Here is a man who obviously DOES NOT CARE about anybody except the donor and handler class.

Free trade is a moldy bill of Reaganite goods that benefits the CAPITAL of the country, not the labor. It's long on theory and short on real results for the working poor and middle classes, who continually get left behind, especially if they're not college educated.

"Retraining" is a crock when you don't even know what you're re-training for, nor do you know that the career you choose isn't going to follow it's predecessor offshore or be subject to the wage-ravaging phenomenon spawned from . .. er. . . "competitiveness".

"Competitiveness" . . . yeah. It's not competition when Indian workers are always going to be cheaper. It's not competition when you're giving them the R&D future that we should be getting our hands on. It's not competition because we don't MAKE anything HERE anymore. It's not competition because they're already getting the jump on sciences such as nano- and Bio-technology while were trying to destroy science to believe a story and appease a bunch of toupeed wackjobs with crosses. It's not competition when you enable corporations to displace thousands of American workers either by offshoring or inshoring via tax breaks and loopholes. It's not competition when you have nothing on the near or far horizon to replace the outgoing jobs but piddly-waged, underskilled service positions, as the past six years have proven.

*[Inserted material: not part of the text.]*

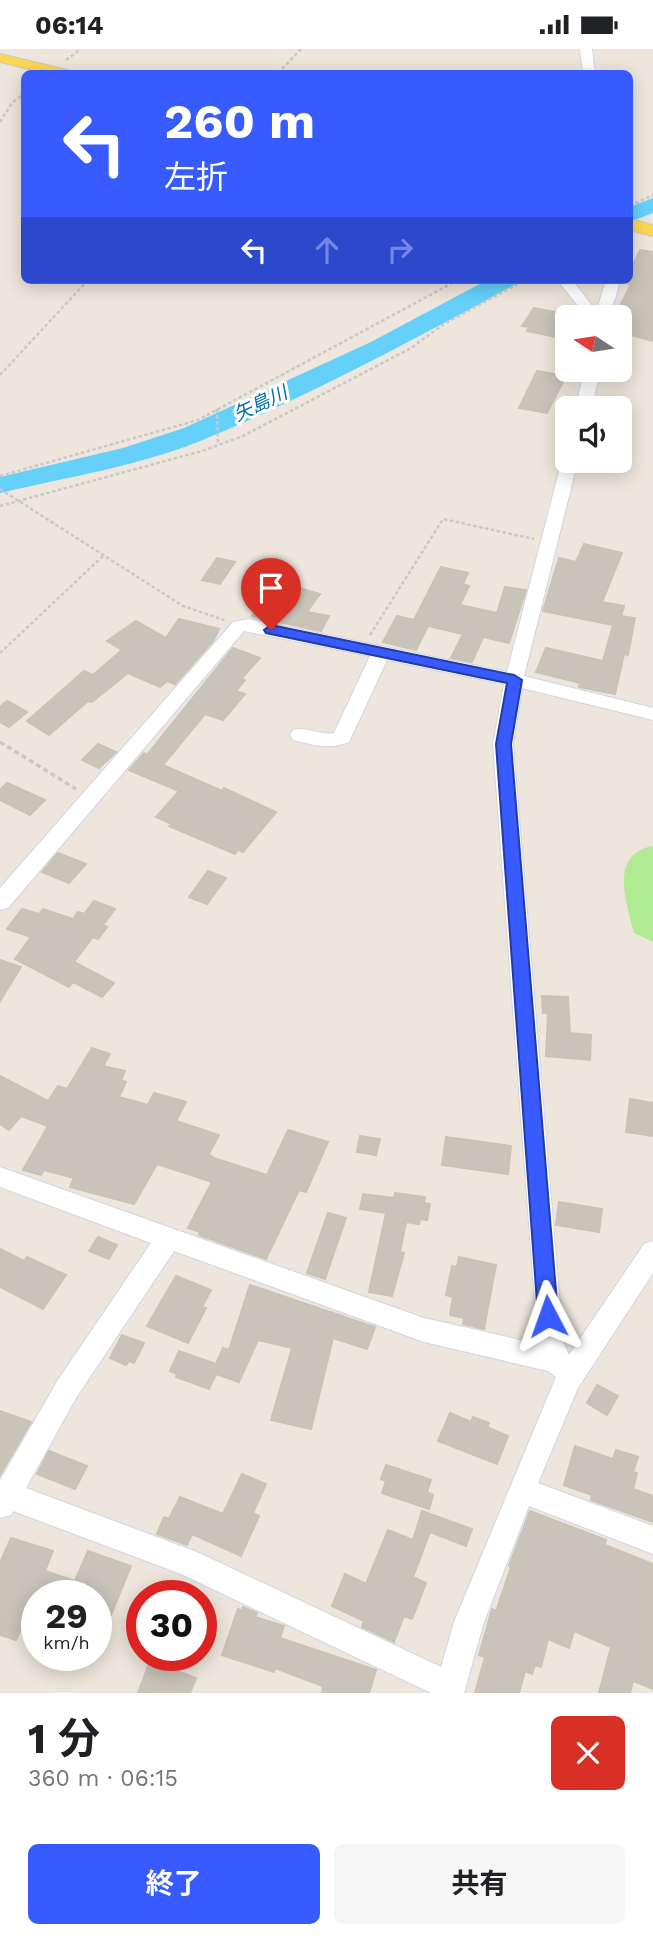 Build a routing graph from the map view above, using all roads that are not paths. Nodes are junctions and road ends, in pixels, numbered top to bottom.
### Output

FAIR trade would include labor protections and safety regulations for foreign workers, something that doesn't exist under the unbridled capitalist model now. FAIR trade would include corporate regulations of some sort and eliminate corporate personhood. FAIR trade would have to include a better plan for re-entering displaced workers into equivalent wages at equivalent careers. Maybe FAIR trade should also include provisos that no worker should have to fend for their damned selves when they're axed through no fault or choice of their own, but because they simply weren't cheap enough.

All FREE trade does is plunge the middle classes of ALL nations to the bottom of the well, especially ours. Indian wages are already rising, leaving corporations to look for even cheaper nations. Even with the wage increase, it isn't like they live in astounding conditions. Their infrastructure and pollution problems still exist, as does the overcrowding and outdated utilities.

A strong economy is supposed to accommodate EVERYBODY at a liveable wage, not just the heavily degreed and privileged.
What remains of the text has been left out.